Documenting classes and methods: was [Rd] Re: R-devel Digest, Vol 3, Issue 23
Gordon Smyth wrote:
I am another person who has had trouble documenting S4 classes and (particularly) methods. The methods package itself is pretty cool by the way, but it is a pity that there are as yet no guidelines on S4 in the "Writing R Extensions" document. I have actually put together a guide on S4 documentation myself for the use of my own lab which is at http://bioinf.wehi.edu.au/limma/Rdocs.html. I don't pretend that the guide is perfect - I can already see problems with it - but it has proved adequate so far for our own use (writing the limma package) and has gained some more general acceptance from the Bioconductor community. I found it hard to use the skeleton documentation provided by promptMethods.

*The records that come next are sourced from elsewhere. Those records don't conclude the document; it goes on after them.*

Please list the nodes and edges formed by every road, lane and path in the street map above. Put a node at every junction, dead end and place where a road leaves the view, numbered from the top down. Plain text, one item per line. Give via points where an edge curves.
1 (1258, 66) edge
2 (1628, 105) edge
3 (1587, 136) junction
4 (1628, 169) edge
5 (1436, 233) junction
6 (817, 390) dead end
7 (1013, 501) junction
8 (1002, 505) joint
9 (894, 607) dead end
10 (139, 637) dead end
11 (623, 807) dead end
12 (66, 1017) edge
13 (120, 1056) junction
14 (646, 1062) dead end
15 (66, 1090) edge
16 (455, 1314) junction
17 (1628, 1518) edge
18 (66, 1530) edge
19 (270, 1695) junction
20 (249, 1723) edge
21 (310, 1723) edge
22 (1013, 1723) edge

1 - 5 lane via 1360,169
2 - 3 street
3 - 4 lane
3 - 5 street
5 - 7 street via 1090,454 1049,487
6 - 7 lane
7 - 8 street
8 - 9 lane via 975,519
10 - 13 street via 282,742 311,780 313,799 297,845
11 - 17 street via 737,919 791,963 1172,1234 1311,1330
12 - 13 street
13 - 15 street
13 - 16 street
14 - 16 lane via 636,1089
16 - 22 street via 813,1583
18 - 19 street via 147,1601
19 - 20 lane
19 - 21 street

The "structure" of the skeletons (the \alias lines especially) are intended to be used by the help system. You're not meant to "use" these directly, much of the time. It's the case that the tools to work with the .Rd structure haven't caught up yet, but please don't modify the skeleton's structure arbitrarily.

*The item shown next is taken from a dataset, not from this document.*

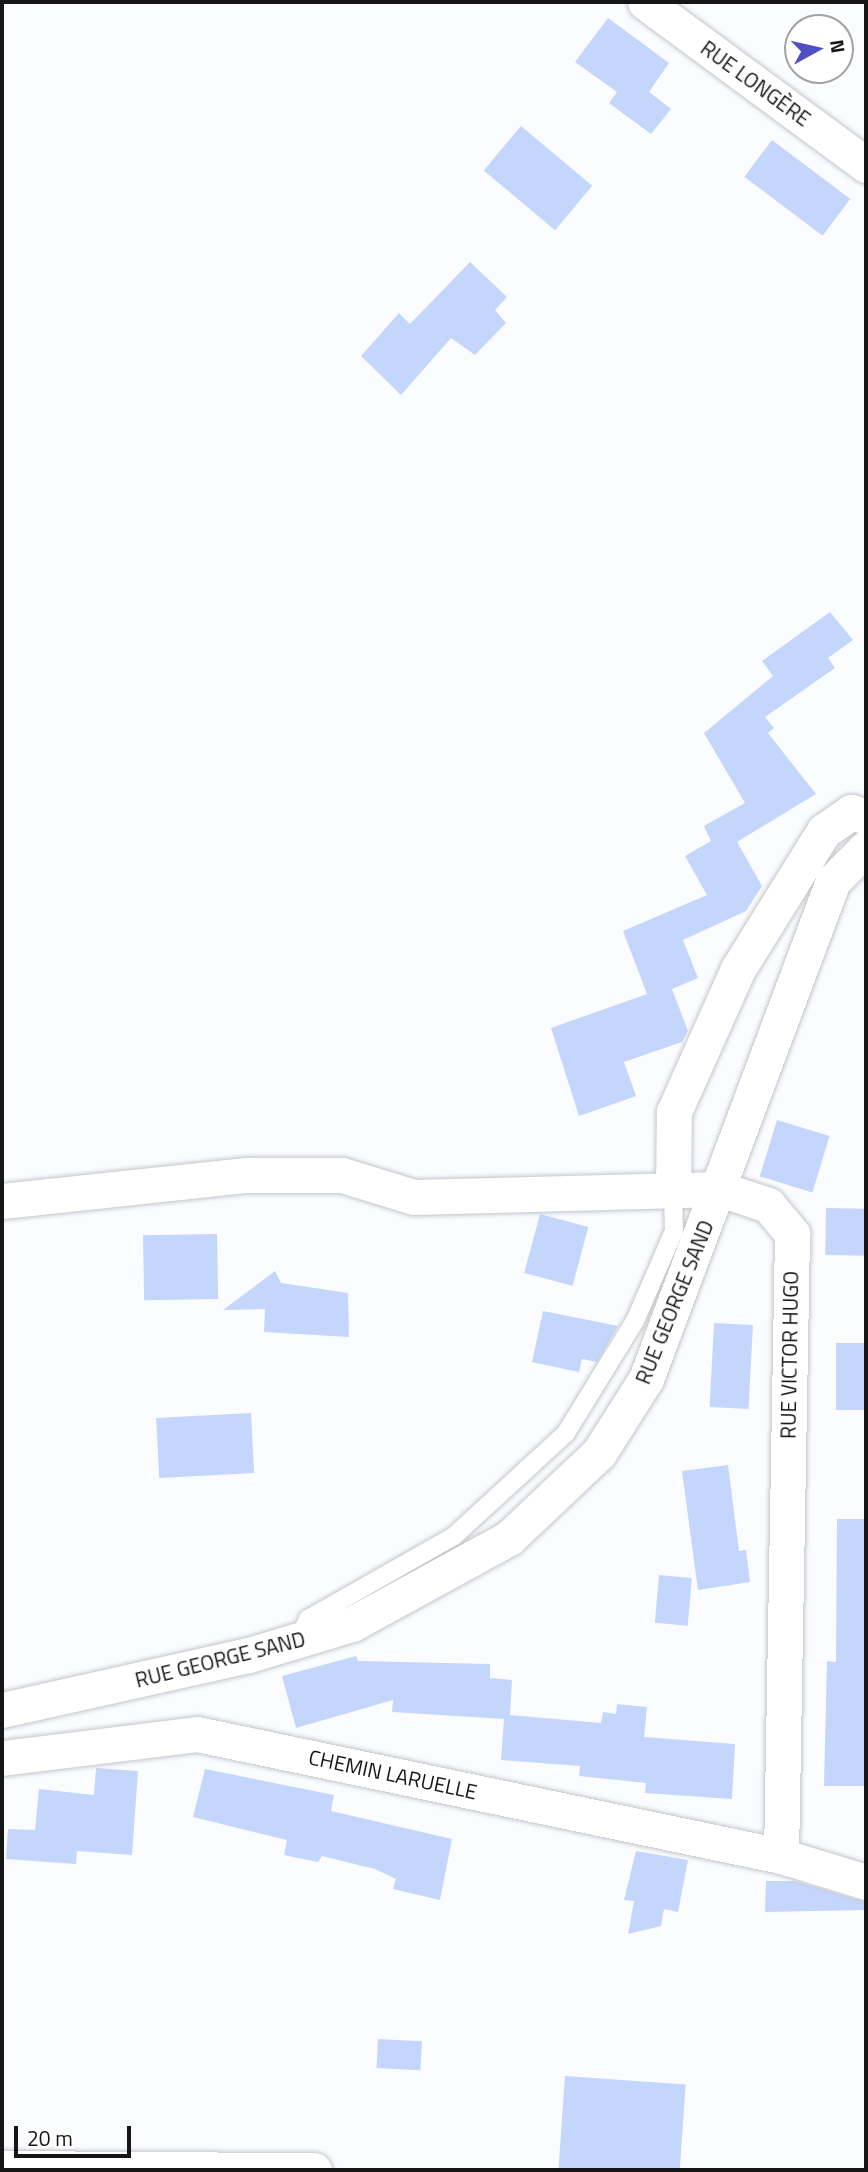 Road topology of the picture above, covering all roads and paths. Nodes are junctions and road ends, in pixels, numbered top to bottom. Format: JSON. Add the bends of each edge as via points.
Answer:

Suppose for example that I wish to document a method for
generic function 'foo' with argument list (x,y,...) for x of class 'bar1'
and y of class 'bar2':
1. The skeleton .Rd file contains \alias{foo-methods}. If two or more more
packages document methods for 'foo', they'll all have the same alias entry,
and the help that a user will get by typing ?"foo-methods" will depend on
which package happens to have been loaded most recently.
Good point, but related to the behavior of "?". It's related to a number of other issues about multiple packages referring to the same generic function. Not likely to change for 1.7.1, but likely to be different in several ways in 1.8
2. There seems to be no allowance for documenting extra named arguments for
this method which are not specified in the generic. There is no usage
entry, no argument list, and no process for R CMD check to check the
argument list against the definition of the method. In S3 one can write
\usage{\method{generic}{class}} and it would be nice to have an extension
of this facility for S4 methods. I have been abandoning the skeleton
structure produced by promptMethods and have been using \section{Usage} and
\section{Arguments}.
Seems ok to have separate discussion of arguments, but don't "abandon" the rest of the material in the skeleton (see below). Heavy use of extra arguments in the methods is a little bit worrisome. There is an efficiency penalty, though not likely serious in sizable computations. More basic (this is just my personal view), I like to think of the function as having a single conceptual definition--what it does and (by and large) what arguments it takes to describe what it should do. Then the methods are the implementation. The function description is likely what users, begining users particularly, want to see. More advanced users and programmers may also be concerned with the implementation. So, most of the time, one would like the function to define the arguments, and the methods to work from these. In some examples of extra arguments (the S3 print() methods, for instance), these are style-setting parameters, or perhaps control parameters for numeric computations. It might be clearer in such cases to say that "..." is always passed to a (class-dependant) parameter-setting function. Documenting that function is then a separate step. Again, this is just by way of what may help users to understand the functions and help designers to write functions cleanly; not suggesting you should be forced to take this route.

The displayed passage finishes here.